Poster
in
Workshop: DataWorld: Unifying data curation frameworks across domains
Beyond Atomic Geometry Representations in Materials Science: A Human-in-the-Loop Multimodal Framework
Can Polat · HASAN KURBAN · Erchin Serpedin · Mustafa Kurban
Keywords: [ dft ] [ crystal dataset ] [ multimodal ] [ benchmark ]
Most materials science datasets are limited to atomic geometries (e.g., XYZ files), restricting their utility for multimodal learning and comprehensive data-centric analysis. These constraints have historically impeded the adoption of advanced machine learning techniques in the field. This work introduces MultiCrystalSpectrumSet (MCS-Set), a curated framework that expands materials datasets by integrating atomic structures with 2D projections and structured textual annotations, including lattice parameters and coordination metrics.

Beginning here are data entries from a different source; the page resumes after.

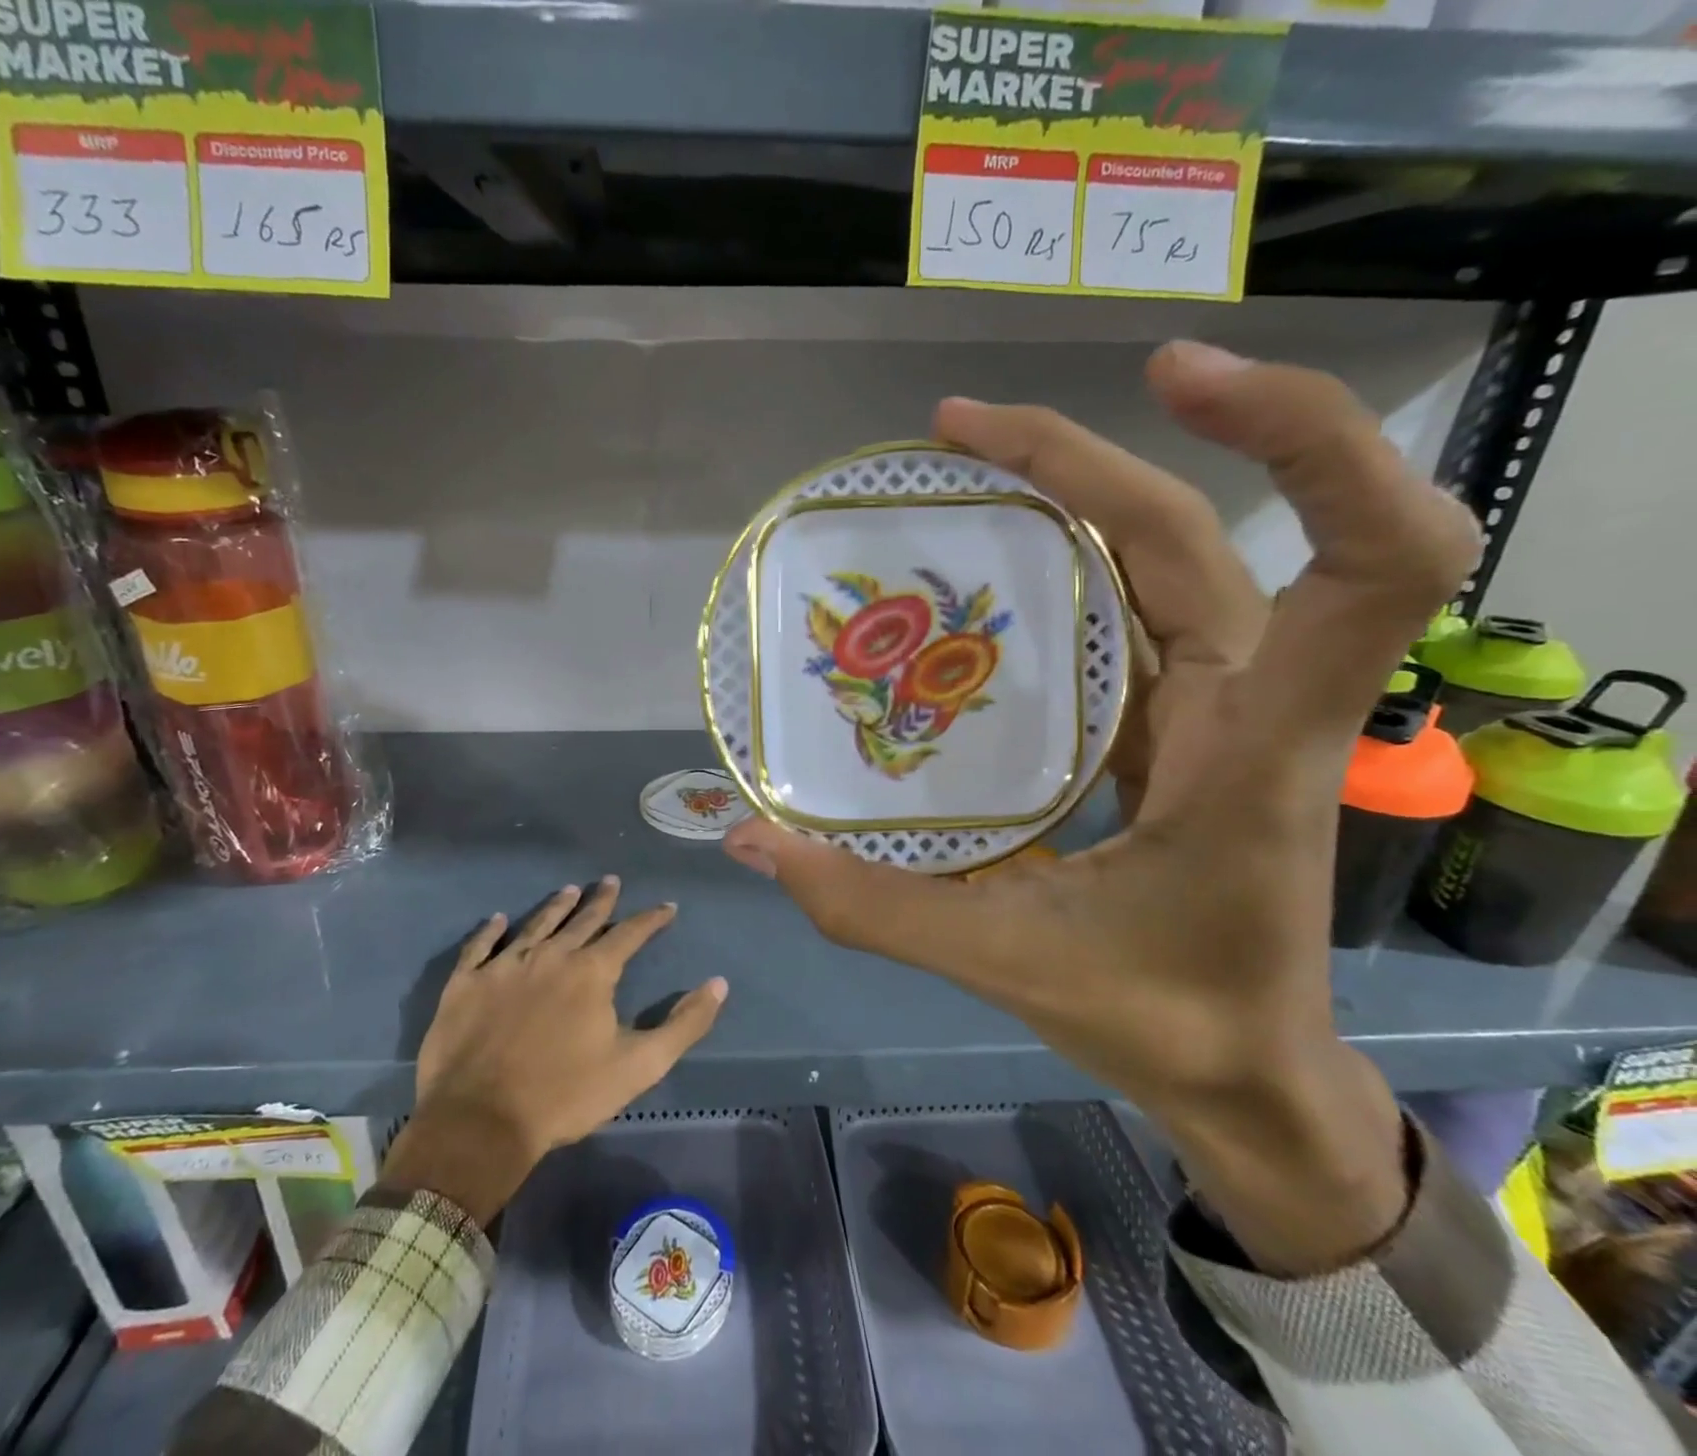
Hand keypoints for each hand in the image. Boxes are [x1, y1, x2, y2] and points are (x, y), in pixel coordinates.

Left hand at [381, 877, 726, 1223]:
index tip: (667, 907)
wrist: (481, 1122)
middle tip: (612, 880)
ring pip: (536, 924)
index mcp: (592, 972)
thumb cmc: (566, 1095)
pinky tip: (498, 920)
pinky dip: (490, 931)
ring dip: (556, 906)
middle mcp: (551, 955)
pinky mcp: (466, 983)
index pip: (630, 933)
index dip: (651, 919)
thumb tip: (718, 984)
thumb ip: (684, 1024)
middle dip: (602, 900)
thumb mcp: (640, 1065)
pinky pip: (480, 947)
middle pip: (583, 919)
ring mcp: (505, 966)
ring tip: (570, 889)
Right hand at [722, 341, 1480, 1272]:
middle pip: (1194, 533)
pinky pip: (1129, 613)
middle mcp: (1251, 701)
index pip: (1373, 559)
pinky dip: (1068, 564)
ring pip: (1164, 558)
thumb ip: (873, 908)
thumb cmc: (1164, 1019)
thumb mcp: (1009, 963)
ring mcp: (1216, 706)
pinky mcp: (1178, 722)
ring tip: (962, 466)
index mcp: (1254, 750)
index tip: (1172, 378)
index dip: (1309, 438)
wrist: (1246, 1073)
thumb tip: (753, 841)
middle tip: (957, 429)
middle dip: (1084, 456)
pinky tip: (987, 568)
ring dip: (1074, 491)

MCS-Set enables two key tasks: (1) multimodal property and summary prediction, and (2) constrained crystal generation with partial cluster supervision. Leveraging a human-in-the-loop pipeline, MCS-Set combines domain expertise with standardized descriptors for high-quality annotation. Evaluations using state-of-the-art language and vision-language models reveal substantial modality-specific performance gaps and highlight the importance of annotation quality for generalization. MCS-Set offers a foundation for benchmarking multimodal models, advancing annotation practices, and promoting accessible, versatile materials science datasets. The dataset and implementations are available at https://anonymous.4open.science/r/MultiCrystalSpectrumSet/README.md.